→ **REQUIREMENT**
Pull every line with the word "edges" out of the entries below.

[Start of Attachment]

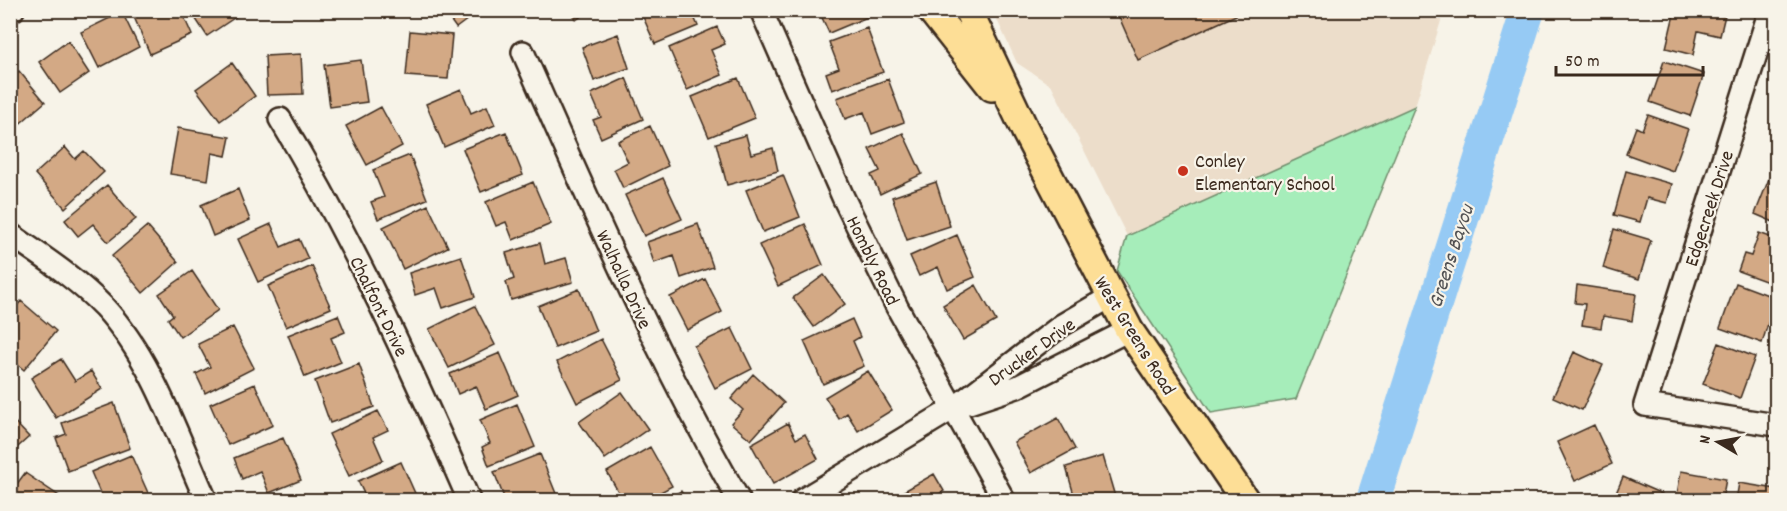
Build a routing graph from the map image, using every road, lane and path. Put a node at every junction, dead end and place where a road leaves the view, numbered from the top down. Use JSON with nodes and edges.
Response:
{"nodes":[{"id":1,"x":761,"y":10,"type":"edge"},
{"id":2,"x":931,"y":10,"type":"edge"},
{"id":3,"x":968,"y":10,"type":"edge"},
{"id":4,"x":1770,"y":10,"type":"edge"},
{"id":5,"x":523,"y":52,"type":"dead end"},
{"id":6,"x":279,"y":119,"type":"dead end"},
{"id":7,"x":1025,"y":130,"type":"junction"},
{"id":8,"x":10,"y":234,"type":"edge"},
{"id":9,"x":1110,"y":297,"type":"junction"},
{"id":10,"x":1129,"y":330,"type":"junction"},
{"id":11,"x":954,"y":408,"type":"junction"},
{"id":12,"x":1776,"y":425,"type":"edge"},
{"id":13,"x":206,"y":501,"type":"edge"},
{"id":14,"x":469,"y":501,"type":"edge"},
{"id":15,"x":739,"y":501,"type":"edge"},
{"id":16,"x":802,"y":501,"type":"edge"},
{"id":17,"x":1004,"y":501,"type":"edge"},
{"id":18,"x":1245,"y":501,"type":"edge"}],
"edges":[{"from":1,"to":11,"type":"street","name":"Hombly Road"},
{"from":2,"to":7,"type":"main road","name":"West Greens Road"},
{"from":3,"to":7,"type":"main road","name":"West Greens Road"},
{"from":4,"to":12,"type":"street","name":"Edgecreek Drive"},
{"from":5,"to":15,"type":"street","name":"Walhalla Drive"},
{"from":6,"to":14,"type":"street","name":"Chalfont Drive"},
{"from":7,"to":9,"type":"main road","name":"West Greens Road"},
{"from":8,"to":13,"type":"street"},
{"from":9,"to":10,"type":"main road","name":"West Greens Road"},
{"from":9,"to":11,"type":"street","name":"Drucker Drive"},
{"from":10,"to":11,"type":"street","name":"Drucker Drive"},
{"from":10,"to":18,"type":"main road","name":"West Greens Road"},
{"from":11,"to":16,"type":"street","name":"Drucker Drive"},
{"from":11,"to":17,"type":"street","name":"Hombly Road"}]}
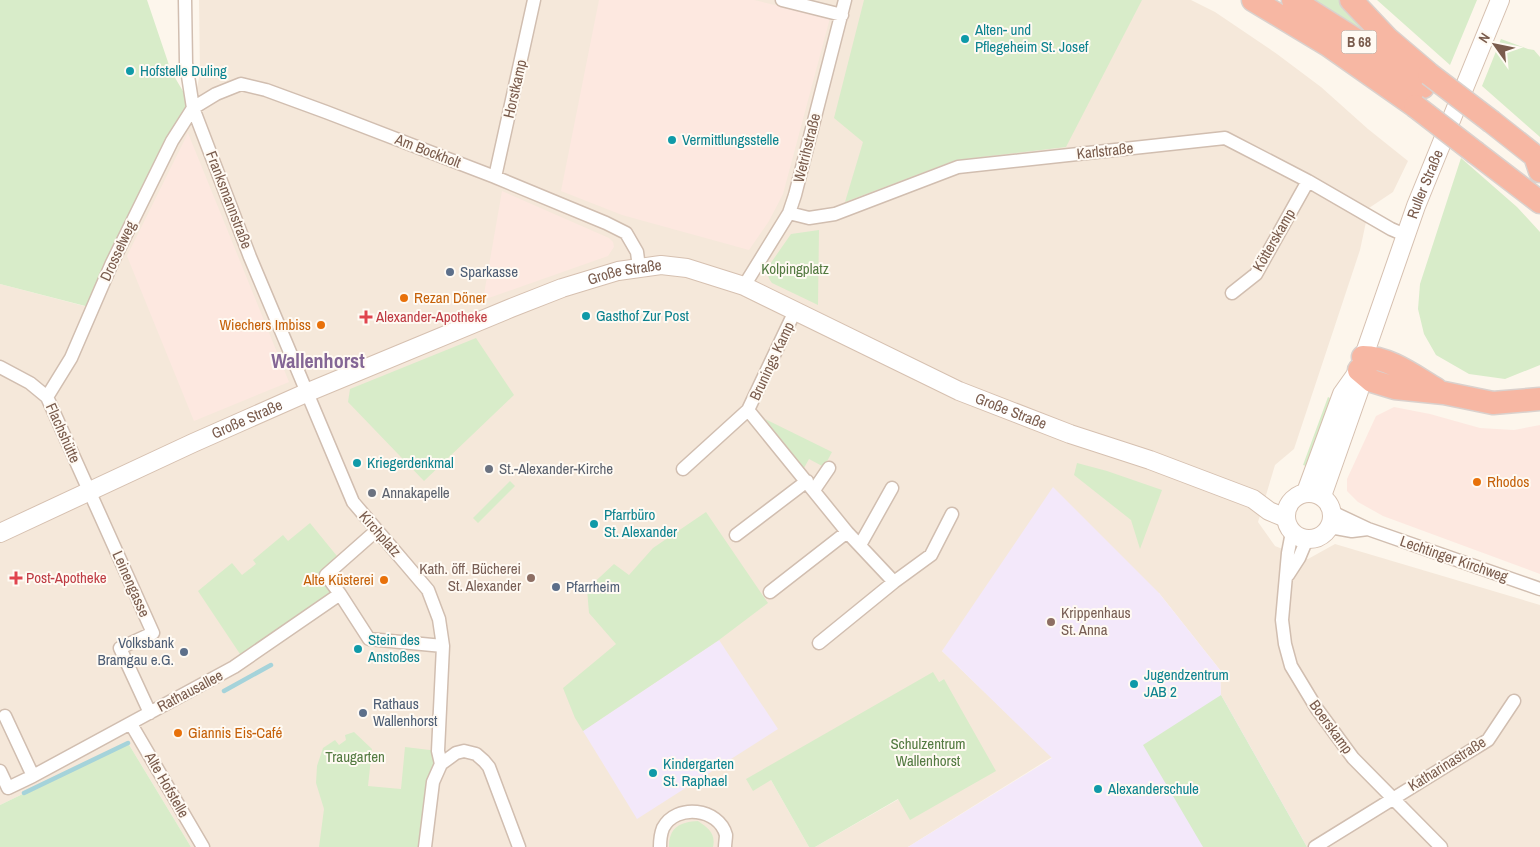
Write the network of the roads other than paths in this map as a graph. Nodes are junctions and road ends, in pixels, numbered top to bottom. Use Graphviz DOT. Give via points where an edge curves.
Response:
graph roads {
  1 [pos="185,0"];
  2 [pos="534,0"];
  3 [pos="782,0"];
  4 [pos="845,0"];
  5 [pos="1253,0"];
  6 [pos="1293,0"];
  7 [pos="1351,0"];
  8 [pos="1500,0"];
  9 [pos="842,15"];
  10 [pos="1422,89"];
  11 [pos="193,108"];
  12 [pos="1485,136"];
  13 [pos="1540,171"];
  14 [pos="1504,174"];
  15 [pos="495,177"];
  16 [pos="1308,181"];
  17 [pos="1540,202"];
  18 [pos="789,213"];
  19 [pos="1540,218"];
  20 [pos="1405,235"];
  21 [pos="639,268"];
  22 [pos="744,286"];
  23 [pos="1232,293"];
  24 [pos="795,311"];
  25 [pos="1361,364"];
  26 [pos="0,367"];
  27 [pos="306,393"];
  28 [pos="47,397"];
  29 [pos="1537,398"];
  30 [pos="748,410"];
  31 [pos="830,468"];
  32 [pos="683,469"];
  33 [pos="811,485"];
  34 [pos="892,488"];
  35 [pos="89,492"];
  36 [pos="1314,494"];
  37 [pos="952,514"];
  38 [pos="1331,520"];
  39 [pos="1294,523"];
  40 [pos="377,530"];
  41 [pos="847,532"];
  42 [pos="0,533"];
  43 [pos="736,535"];
  44 [pos="860,545"];
  45 [pos="894,582"];
  46 [pos="1540,589"];
  47 [pos="770,592"];
  48 [pos="340,594"];
  49 [pos="818,643"];
  50 [pos="443,646"];
  51 [pos="1514,701"];
  52 [pos="150,713"];
  53 [pos="5,716"];
  54 [pos="131,724"];
  55 [pos="441,764"];
  56 [pos="0,771"];
  57 [pos="33,776"];
  58 [pos="1392,798"];
  59 [pos="203,847"];
  60 [pos="425,847"];
  61 [pos="519,847"];
  62 [pos="660,847"];
  63 [pos="725,847"];
  64 [pos="1315,847"];
  65 [pos="1441,847"];
  1 -- 11 [label="street, Franksmannstraße" via="186,63"];
  2 -- 15 [label="street, Horstkamp"];
  3 -- 9 [label="street"];
  4 -- 9 [label="street, Wetrihstraße"];
  5 -- 10 [label="highway, B 68" via="1328,45"];
  6 -- 10 [label="highway, B 68" via="1350,36"];
  7 -- 10 [label="highway" via="1388,39"];
  8 -- 20 [label="street, Ruller Straße"];
  9 -- 18 [label="street, Wetrihstraße"];
  10 -- 12 [label="highway, bridge"];
  10 -- 12 [label="highway, B 68, bridge"];
  11 -- 15 [label="street, Am Bockholt" via="241,84 283,96"];
  11 -- 27 [label="street, Franksmannstraße"];
  11 -- 28 [label="street, Drosselweg" via="172,142 115,256 71,358"];
  12 -- 13 [label="highway" via="1536,156"];
  12 -- 14 [label="highway, B 68"];
  14 -- 17 [label="highway, B 68"];
  14 -- 19 [label="highway" via="1514,193"];
  15 -- 21 [label="street, Am Bockholt" via="626,233 637,252"];
  16 -- 18 [label="street, Karlstraße" via="1225,138 958,167 835,214 809,218"];
  16 -- 20 [label="street, Karlstraße"];
  16 -- 23 [label="street, Kötterskamp" via="1256,274"];
  18 -- 22 [label="street, Wetrihstraße"];
  20 -- 25 [label="street, Ruller Straße"];
  21 -- 22 [label="street, Große Straße" via="662,265 687,268"];
  21 -- 27 [label="street, Große Straße" via="562,288"];
  22 -- 24 [label="street, Große Straße"];
  24 -- 30 [label="street, Brunings Kamp"];
  24 -- 39 [label="street, Große Straße" via="959,391 1253,499 1272,499"];
  25 -- 29 [label="highway" via="1372,381 1395,388 1493,403"];
  25 -- 36 [label="street, Ruller Straße" via="1342,394"];
  26 -- 28 [label="street, Flachshütte" via="30,383"];
  27 -- 35 [label="street, Große Straße"];
  27 -- 40 [label="street, Kirchplatz" via="353,502"];
  28 -- 35 [label="street, Flachshütte"];
  30 -- 32 [label="street, Brunings Kamp"];
  30 -- 33 [label="street, Brunings Kamp"];
  31 -- 33 [label="street"];
  33 -- 41 [label="street, Brunings Kamp"];
  33 -- 43 [label="street"];
  34 -- 44 [label="street"];
  35 -- 42 [label="street, Große Straße"];
  35 -- 52 [label="street, Leinengasse" via="153,633 120,648"];
  36 -- 38 [label="street" via="1327,500"];
  36 -- 39 [label="street" via="1300,494"];
  37 -- 45 [label="street" via="930,555"];
  38 -- 39 [label="street" via="1320,536"];
  38 -- 46 [label="street, Lechtinger Kirchweg" via="1368,529"];
  39 -- 58 [label="street, Boerskamp" via="1282,620 1291,666 1353,758"];
  40 -- 48 [label="street" via="326,575"];
  40 -- 50 [label="street, Kirchplatz" via="428,590 439,619"];
  41 -- 44 [label="street, Brunings Kamp"];
  41 -- 47 [label="street"];
  44 -- 45 [label="street, Brunings Kamp"];
  45 -- 49 [label="street"];
  48 -- 50 [label="street" via="369,639"];
  48 -- 52 [label="street, Rathausallee" via="234,668"];
  50 -- 55 [label="street, Kirchplatz" via="438,751"];
  51 -- 58 [label="street, Katharinastraße" via="1488,740"];
  52 -- 54 [label="street, Rathausallee"];
  53 -- 57 [label="street"];
  54 -- 57 [label="street, Rathausallee"];
  54 -- 59 [label="street, Alte Hofstelle"];
  55 -- 60 [label="street" via="433,782"];
  55 -- 61 [label="street" via="450,756 464,751 476,754 484,761"];
  56 -- 57 [label="street, Rathausallee" via="8,788"];
  58 -- 64 [label="street, Katharinastraße"];
  58 -- 65 [label="street, Boerskamp"];
  62 -- 63 [label="street" via="663,828 671,817 688,811 701,812 718,822 726,836"];
}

[End of Attachment]

→ **THE ANSWER**
Build a routing graph from the map image, using every road, lane and path. Put a node at every junction, dead end and place where a road leaves the view, numbered from the top down. Use JSON with nodes and edges.
"edges":[{"from":1,"to":11,"type":"street","name":"Hombly Road"},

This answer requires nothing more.